According to the chief technology officer of US chip-maker Nvidia, Michael Kagan, cryptocurrencies do not add any value to society. Despite selling a large number of powerful processors to the sector, Kagan said that the development of artificial intelligence chatbots, such as Nvidia’s ChatGPT, was a more worthwhile use of processing power than mining cryptocurrencies.
Nvidia never fully embraced the crypto community and, in 2021, the company released software that limited the ability to use its graphics cards to mine the popular Ethereum cryptocurrency. This was done to ensure that supply went to its preferred customers, which include AI researchers and gamers. Kagan justified the decision by explaining that the limited value of using processing power to mine cryptocurrencies made it less attractive than other uses.
Kagan believes that chatbots like ChatGPT are more useful for society because everyone can create their own programme, and it can be adapted to the user’s specific needs. Crypto, on the other hand, is similar to high-frequency trading, an industry that has led to a lot of business for Mellanox, a company that Kagan founded before it was acquired by Nvidia. He did not believe that crypto would do anything good for humanity and compared it to other industries that people engage in just because they are profitable.
Nvidia is known for producing powerful graphics cards for PC gamers, but the company’s products became central to the AI boom almost by chance. The computationally intensive work of training a new AI system works significantly faster on the types of simple yet powerful processors that had been adopted by gamers.

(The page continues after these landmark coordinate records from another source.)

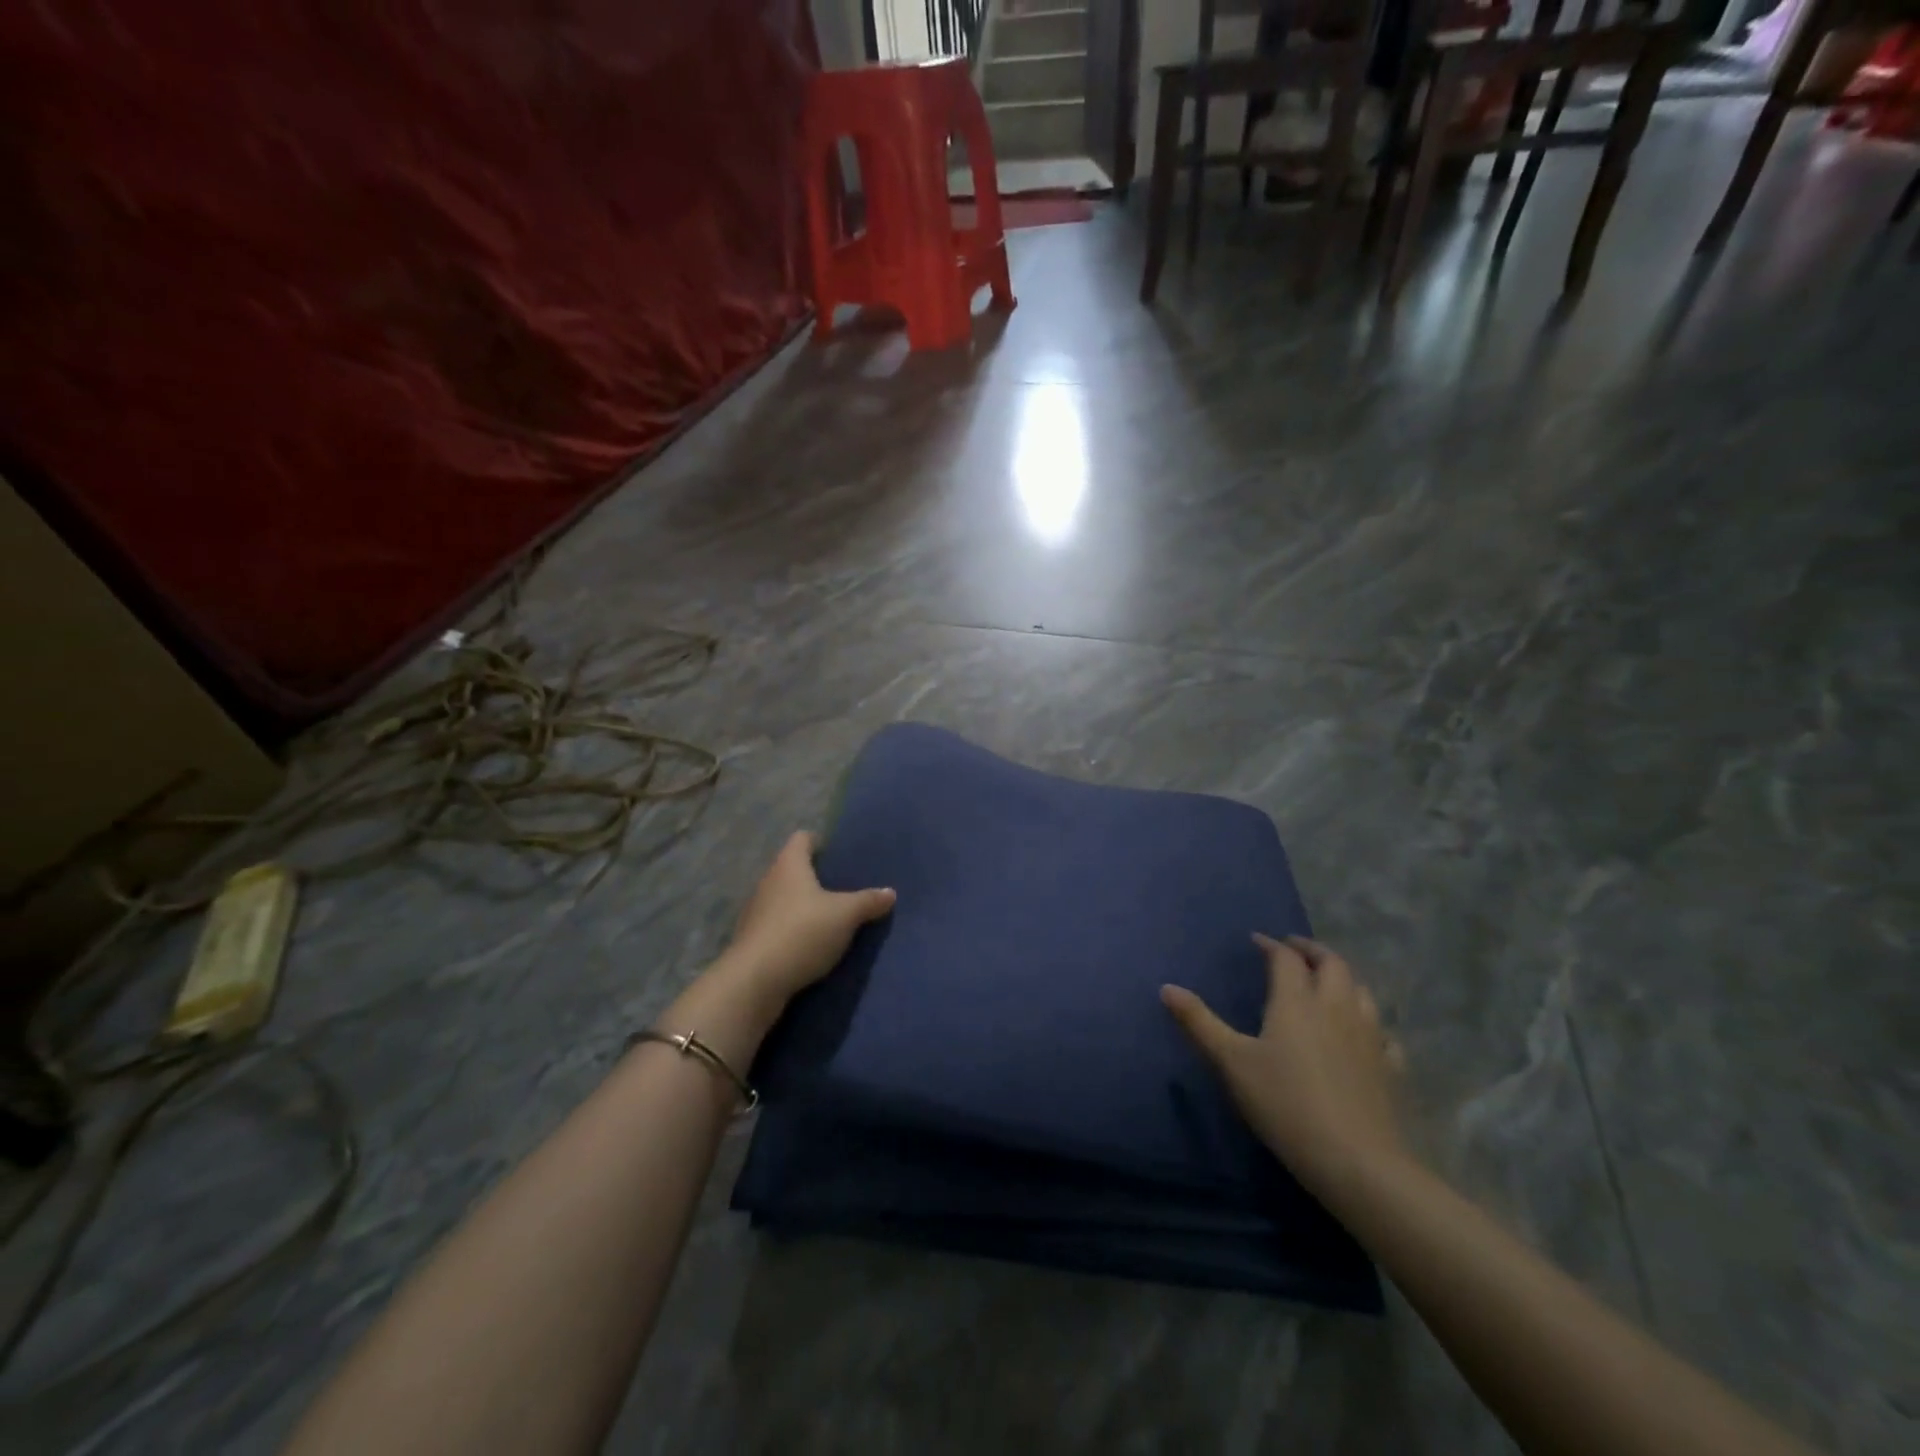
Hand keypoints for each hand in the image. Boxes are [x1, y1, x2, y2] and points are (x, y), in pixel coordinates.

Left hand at [717, 831, 895, 1007]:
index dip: (819, 841)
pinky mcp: (753, 941)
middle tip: (843, 887)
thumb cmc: (802, 932)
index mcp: (789, 866)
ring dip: (804, 906)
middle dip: (815, 877)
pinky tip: (812, 944)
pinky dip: (794, 930)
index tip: (838, 853)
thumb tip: (890, 892)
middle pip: (792, 869)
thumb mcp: (845, 916)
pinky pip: (778, 926)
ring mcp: (756, 912)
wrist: (755, 981)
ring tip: (831, 917)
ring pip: (784, 899)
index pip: (802, 839)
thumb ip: (868, 902)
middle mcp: (768, 882)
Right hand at [1162, 935, 1407, 1207]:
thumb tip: (1166, 988)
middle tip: (1295, 950)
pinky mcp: (1390, 1068)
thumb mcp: (1231, 1062)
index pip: (1286, 959)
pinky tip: (1364, 1035)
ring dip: (1343, 978)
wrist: (1357, 1161)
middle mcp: (1336, 1007)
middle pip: (1333, 964)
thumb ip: (1199, 1022)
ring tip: (1328, 983)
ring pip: (1362, 991)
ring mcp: (1370, 1037)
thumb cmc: (1285, 1104)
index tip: (1258, 941)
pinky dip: (1370, 1022)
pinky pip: (1383, 1032)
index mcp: (1296, 1001)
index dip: (1271, 945)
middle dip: (1313, 951)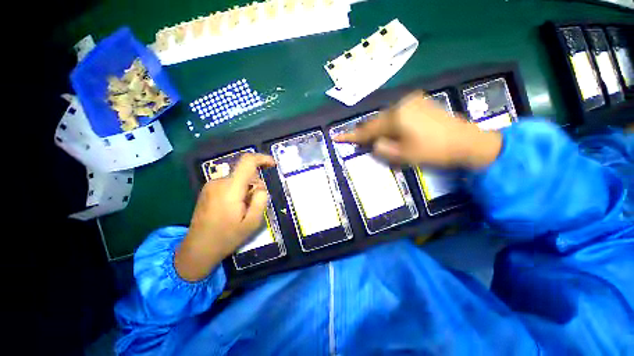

Recently, Microsoft purchased tens of thousands of Nvidia’s AI-focused processors, and Amazon and Oracle have also bought thousands of the company’s chips. Nvidia also rents access to the chips directly through its DGX cloud service, starting at just under $37,000 per month for eight H100s wired together in a “cluster”. Nvidia’s CEO, Jensen Huang, believes that the company’s technology will reinvent nearly every industry, describing it as the engine behind “the iPhone moment of AI”.
Last year, Nvidia’s attempted $40bn takeover of the UK-based tech firm Arm failed due to regulatory difficulties.